## TASK DIRECTIONS
Only the line containing "index tip: (389, 269)" and the lines after it, through the end of the entries, should be output exactly.

## INFORMATION GIVEN
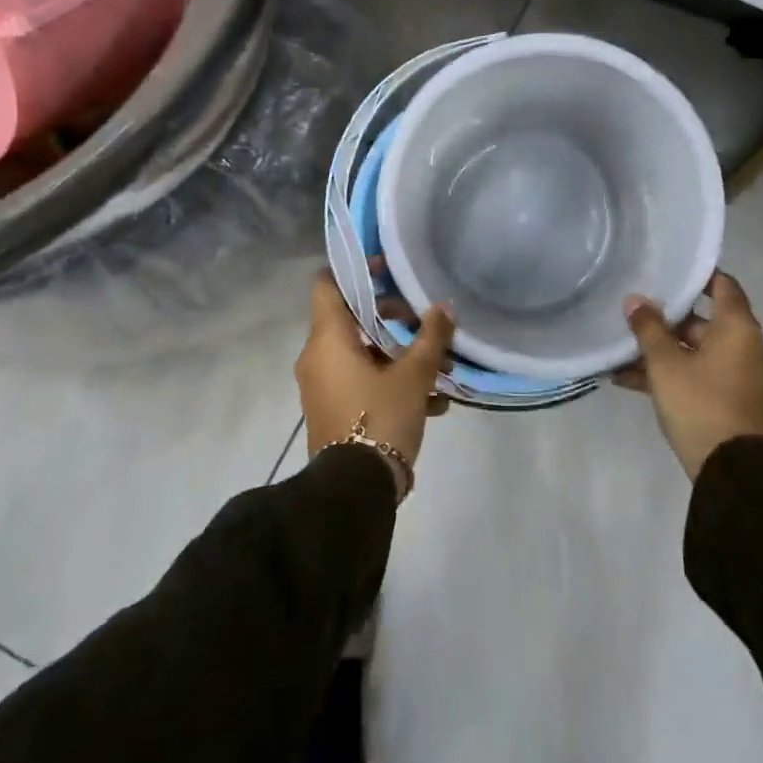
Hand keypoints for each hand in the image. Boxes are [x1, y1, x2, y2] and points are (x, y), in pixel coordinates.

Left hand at [297, 270, 454, 483]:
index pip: (327, 284)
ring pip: (364, 354)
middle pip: (354, 318)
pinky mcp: (334, 410)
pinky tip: (433, 404)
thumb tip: (444, 308)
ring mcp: (324, 386)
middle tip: (427, 326)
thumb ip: (431, 337)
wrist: (353, 492)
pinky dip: (392, 382)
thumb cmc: (379, 418)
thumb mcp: (414, 375)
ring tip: (443, 371)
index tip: (389, 269)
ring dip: (402, 356)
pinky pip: (363, 382)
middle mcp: (318, 357)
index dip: (356, 270)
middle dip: (395, 319)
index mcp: (328, 339)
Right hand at [617, 271, 762, 478]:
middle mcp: (743, 345)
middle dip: (666, 317)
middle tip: (633, 309)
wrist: (729, 469)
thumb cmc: (699, 402)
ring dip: (660, 349)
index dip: (696, 274)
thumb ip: (648, 328)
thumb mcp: (665, 363)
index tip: (668, 267)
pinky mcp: (726, 397)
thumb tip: (635, 300)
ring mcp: (736, 374)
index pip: (722, 285)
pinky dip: (668, 373)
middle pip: (703, 319)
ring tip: (620, 348)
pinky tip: (626, 379)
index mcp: (737, 328)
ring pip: (694, 349)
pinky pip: (695, 373)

## RESULT OF THIS EXERCISE
index tip: (389, 269)
ring dip: (402, 356)
pinky pip: (363, 382)
middle mcp: (318, 357)
index dip: (356, 270)
middle dip: (395, 319)
index mcp: (328, 339)
Right hand at [617, 271, 762, 478]:
middle mcp: (743, 345)
middle dip: (666, 317)
middle tip: (633, 309)
wrist: (729, 469)
thumb cmc: (699, 402)
ring dip: (660, 349)
index dip: (696, 274)
thumb ip: (648, 328)
thumb mcp: (665, 363)
index tip: (668, 267)
pinky mcp: (726, 397)
thumb tip: (635, 300)
ring mcp: (736, 374)
index pip: (722, 285)
pinky dip: (668, 373)
middle pip: (703, 319)
ring tip: (620, 348)
pinky tip: (626, 379)
index mcp: (737, 328)
ring pip: (694, 349)
pinky pip: (695, 373)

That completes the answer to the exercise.